TOKYO (MacHouse) – More than 90 minutes ago, a cyber scum group sent out a phishing message. The sender is shown as VIAGRA ® Official Site. As shown in Screenshot 01, what’s interesting about this message is that it says in the body
You are receiving this e-mail because you subscribed to MSN Featured Offers.
 Screenshot 01 – Source: MacHouse |
 Screenshot 02 – Source: MacHouse |
 Screenshot 03 – Source: MacHouse |
So how do we know that this is a junk message? It sounds strange if it says Microsoft sponsors this e-mail marketing operation. But that’s not convincing evidence, is it? If you take a good look at Screenshot 01, the hyperlink behind the image is www.pkjhyfl.cn. That’s kind of an awkward domain for an online drug store. Reading the source code of the message, there is something odd. Recipient’s address is junk912@gmail.com, which is our junk e-mail address. Then sender’s address is also shown as junk912@gmail.com. (See Screenshot 02.) That can’t be right.
By the way, if you click on ‘Unsubscribe’ in the message (See Screenshot 03.), you will be forwarded to a blank page. (See Screenshot 04.) That’s another odd aspect.
Anyway, let’s go to the online pharmacy store hosted at the domain of pkjhyfl.cn. Again, the only odd thing is the domain name. And we don’t see anything else suspicious at the index page. (See Screenshot 05.)

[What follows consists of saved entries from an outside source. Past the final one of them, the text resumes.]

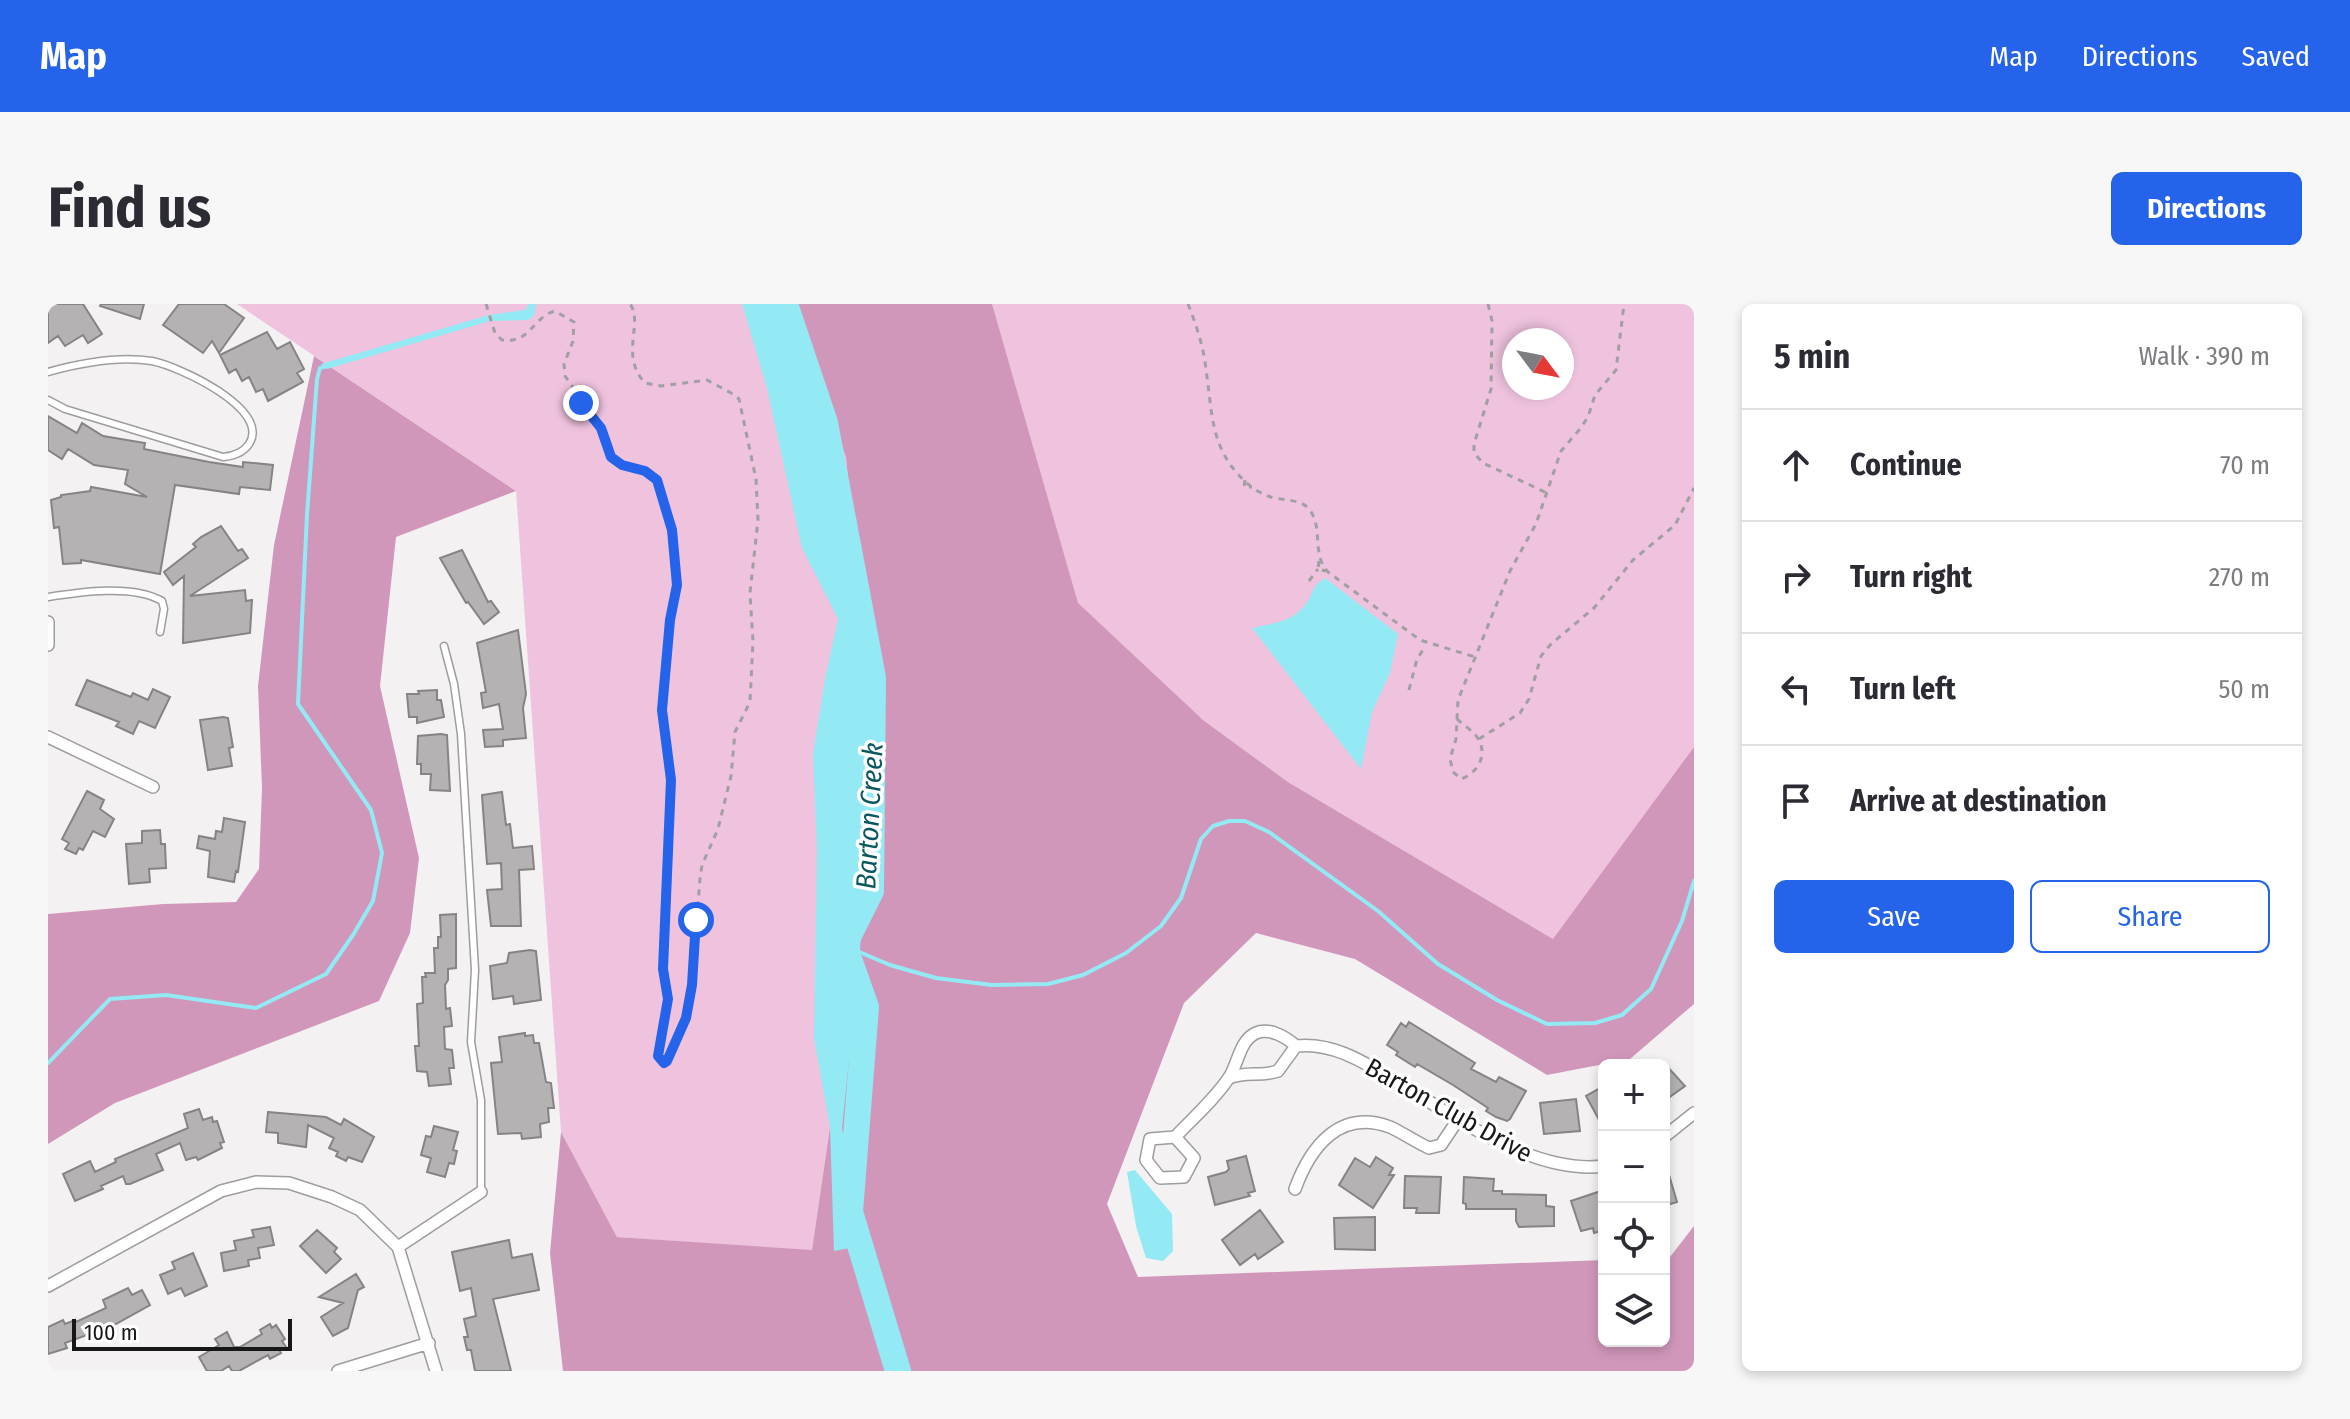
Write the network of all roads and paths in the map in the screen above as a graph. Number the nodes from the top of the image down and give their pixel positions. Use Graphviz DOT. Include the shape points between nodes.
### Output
graph roads {
  1 [pos="486,304"];
  2 [pos="630,304"];
  3 [pos="1188,304"];
  4 [pos="1488,304"];
  5 [pos="1624,304"];
  6 [pos="48,372"];
  7 [pos="48,400"];
  8 [pos="1694,488"];
  9 [pos="1547,493"];
  10 [pos="1319,557"];
  11 [pos="1318,569"];
  12 [pos="1330,573"];
  13 [pos="1309,581"];
  14 [pos="48,597"];
  15 [pos="48,622"];
  16 [pos="160,632"];
  17 [pos="1423,641"];
  18 [pos="1430,644"];
  19 [pos="48,645"];
  20 [pos="444,646"];
  21 [pos="1423,650"];
  22 [pos="1475,657"];
  23 [pos="1409,690"];
  24 [pos="1457,719"];
  25 [pos="48,737"];
  26 [pos="1479,739"];
  27 [pos="153,787"];
  28 [pos="1296,1046"];
  29 [pos="1229,1078"];
  30 [pos="1694,1113"];
  31 [pos="1459,1118"];
  32 [pos="1670,1132"];
  33 [pos="1175,1137"];
  34 [pos="1598,1166"];
  35 [pos="1295,1189"];
  36 [pos="481,1192"];
  37 [pos="398,1247"];
  38 [pos="48,1286"];
  39 [pos="429,1343"];
  40 [pos="338,1371"];
  41 [pos="436,1371"];
  1 -- 2 [label="path" via="502,340 514,342 546,313 555,311 574,322 565,376 601,428 611,457 657,480 672,530 677,585 662,710 671,780 663,969 667,1009 658,1056 664,1063 686,1018 702,865 718,829 735,732 750,702 750,593 758,507 739,399 707,380 645,383 634,365 635,316"];
  3 -- 10 [label="path" via="1206,367 1220,449 1252,487 1309,509 1318,527"];
  4 -- 9 [label="path" via="1491,389 1474,453 1483,463"];
  5 -- 9 [label="path" via="1616,370 1561,451"];
  6 -- 7 [label="lane" via="122,360 178,368 245,412 253,426 252,439 235,456 223,457"];
  8 -- 26 [label="path" via="1675,525 1633,560 1594,608 1541,656 1520,713"];
  9 -- 22 [label="path"];
  10 -- 11 [label="path"];
  10 -- 12 [label="path"];
  11 -- 12 [label="path"];
  11 -- 13 [label="path"];
  12 -- 17 [label="path"];
  14 -- 16 [label="lane" via="90,590 150,594 162,601"];
  15 -- 19 [label="street"];
  17 -- 18 [label="path"];
  17 -- 21 [label="path"];
  18 -- 21 [label="path"];
  18 -- 22 [label="path"];
  20 -- 36 [label="lane" via="461,734 475,970 471,1042 481,1100"];
  21 -- 23 [label="path"];
  22 -- 24 [label="path" via="1458,700"];
  24 -- 26 [label="path"];
  24 -- 26 [label="path" via="1450,759 1461,779 1480,765"];
  25 -- 27 [label="street"];
  28 -- 29 [label="street" via="1278,1071"];
  28 -- 29 [label="street, Barton Club Drive" via="1278,1034 1257,1032 1245,1043"];
  28 -- 31 [label="street, Barton Club Drive" via="1332,1048 1360,1059"];
  29 -- 33 [label="street, Barton Club Drive"];
  30 -- 32 [label="street"];
  31 -- 34 [label="street, Barton Club Drive" via="1541,1161"];
  31 -- 35 [label="street" via="1441,1145 1429,1148 1376,1124 1354,1124 1332,1133 1305,1162"];
  33 -- 33 [label="street, Barton Club Drive" via="1194,1158 1184,1177 1160,1178 1146,1160 1150,1139"];
  36 -- 37 [label="street"];
  37 -- 38 [label="street" via="360,1210 332,1197 289,1183 256,1182 221,1191"];
  37 -- 39 [label="street"];
  39 -- 40 [label="street"];
  39 -- 41 [label="street"];
}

How can we tell if an online store is fake? Well, we’ve done it many times. Anyway, let’s see quickly if this online pharmacy store is a total fake.

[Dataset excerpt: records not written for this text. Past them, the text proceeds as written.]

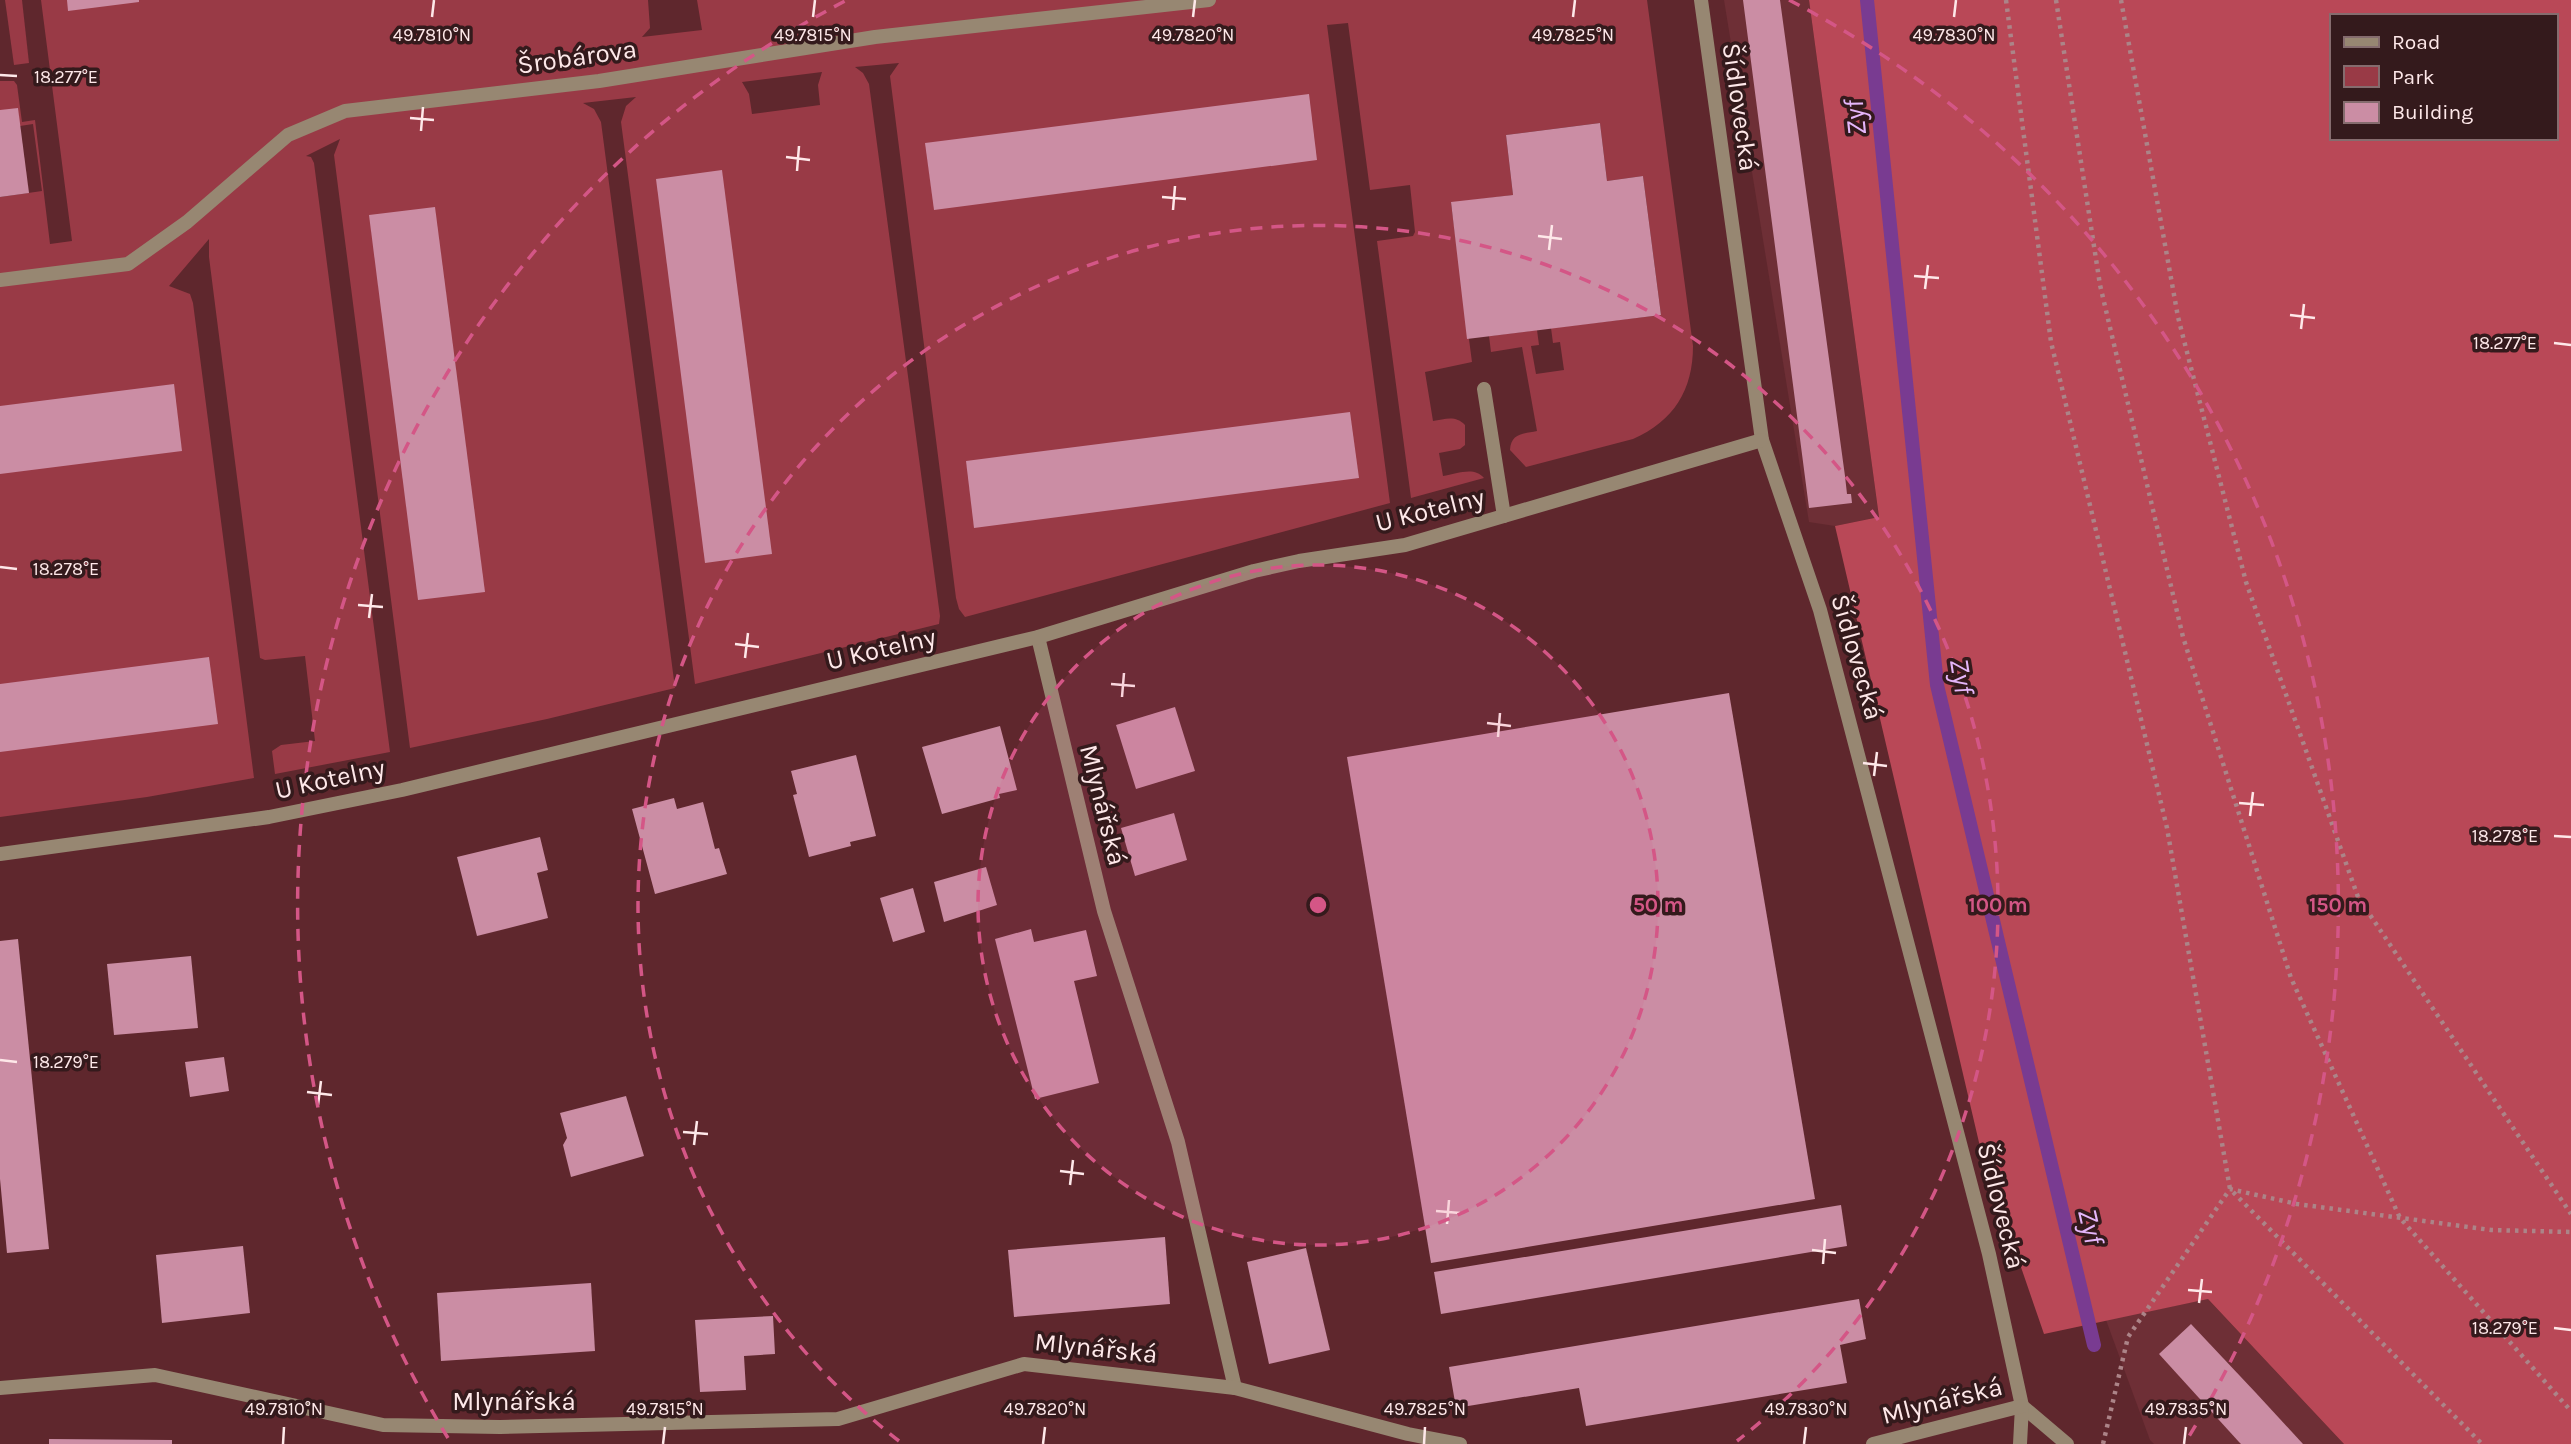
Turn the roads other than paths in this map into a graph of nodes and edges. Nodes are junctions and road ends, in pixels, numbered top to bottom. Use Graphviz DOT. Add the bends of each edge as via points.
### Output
graph roads {
  1 [pos="1209,0"];
  2 [pos="1701,0"];
  3 [pos="0,280"];
  4 [pos="1484,389"];
  5 [pos="1762,440"];
  6 [pos="1504,516"];
  7 [pos="1038,637"];
  8 [pos="0,854"];
  9 [pos="0,1388"];
  10 [pos="1236,1388"];
  11 [pos="2022,1406"];
  12 [pos="1460,1444"];
  13 [pos="1873,1444"];
  14 [pos="2020,1444"];
  15 [pos="2067,1444"];
  1 -- 3 [label="street, Šrobárova" via="876,37 599,80 345,111 288,135 187,222 128,264"];
  2 -- 5 [label="street, Šídlovecká"];
  4 -- 6 [label="street"];
  5 -- 6 [label="street, U Kotelny"];
  5 -- 11 [label="street, Šídlovecká" via="1827,636 1989,1254"];
  6 -- 7 [label="street, U Kotelny" via="1405,545 1254,571"];
  7 -- 8 [label="street, U Kotelny" via="402,790 269,817"];
  7 -- 10 [label="street, Mlynářská" via="1104,911 1178,1142"];
  9 -- 10 [label="street, Mlynářská" via="155,1375 383,1425 500,1427 838,1419 1024,1364"];
  10 -- 12 [label="street, Mlynářská"];
  11 -- 13 [label="street, Mlynářská"];
  11 -- 14 [label="street, Šídlovecká"];
  11 -- 15 [label="street"];
}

 Screenshot 04 – Source: tracking.msadcenter.msn.com |
 Screenshot 05 – Source: www.pkjhyfl.cn |
 Screenshot 06 – Source: www.pkjhyfl.cn |
If you go to a checkout page, it says ’100% SECURE CREDIT CARD TRANSACTION’ at the top left with a lock image. If it’s a transaction page, the protocol must be https. But, as shown in Screenshot 06, the protocol is http. That’s Strike 1. At the top of the page, you see a label that says ‘SECURED BY GeoTrust click to verify.’ But there is no hyperlink behind this label. That’s Strike 2. Finally, there’s a hacker safe label. If this label is real, then there must be a hyperlink behind the image to show to whom and to what address this certification is issued. But there’s no hyperlink. (See Screenshot 07.) That’s Strike 3 – Out!
Finally, if you fill out the form with a fake credit card number… (See Screenshot 08.) You will get a message that says the credit card number you have entered is wrong. (See Screenshot 09.) This is a typical phishing checkout page. Their objective is to collect credit card information and nothing else. This checkout page cannot process orders. That’s why you get stopped after entering credit card information.
If you run into a suspicious online pharmacy store, now, you should know what to do. Again, simply go to the checkout page and see if the protocol comes with the secured layer. If not, chances are that it’s fake.
 Screenshot 07 – Source: www.pkjhyfl.cn |
 Screenshot 08 – Source: www.pkjhyfl.cn |
 Screenshot 09 – Source: www.pkjhyfl.cn |
Click on the button to watch a documentation video. 
Click on the button to watch more documentation videos.
Is there any way to stop these emails? I am being bombarded with them?
Since the message always includes ‘MSN Featured Offers’ for this particular spam operation, if you are with a web hosting company for your e-mail addresses, you can use the e-mail filter. Just block e-mail messages that contain ‘MSN Featured Offers.’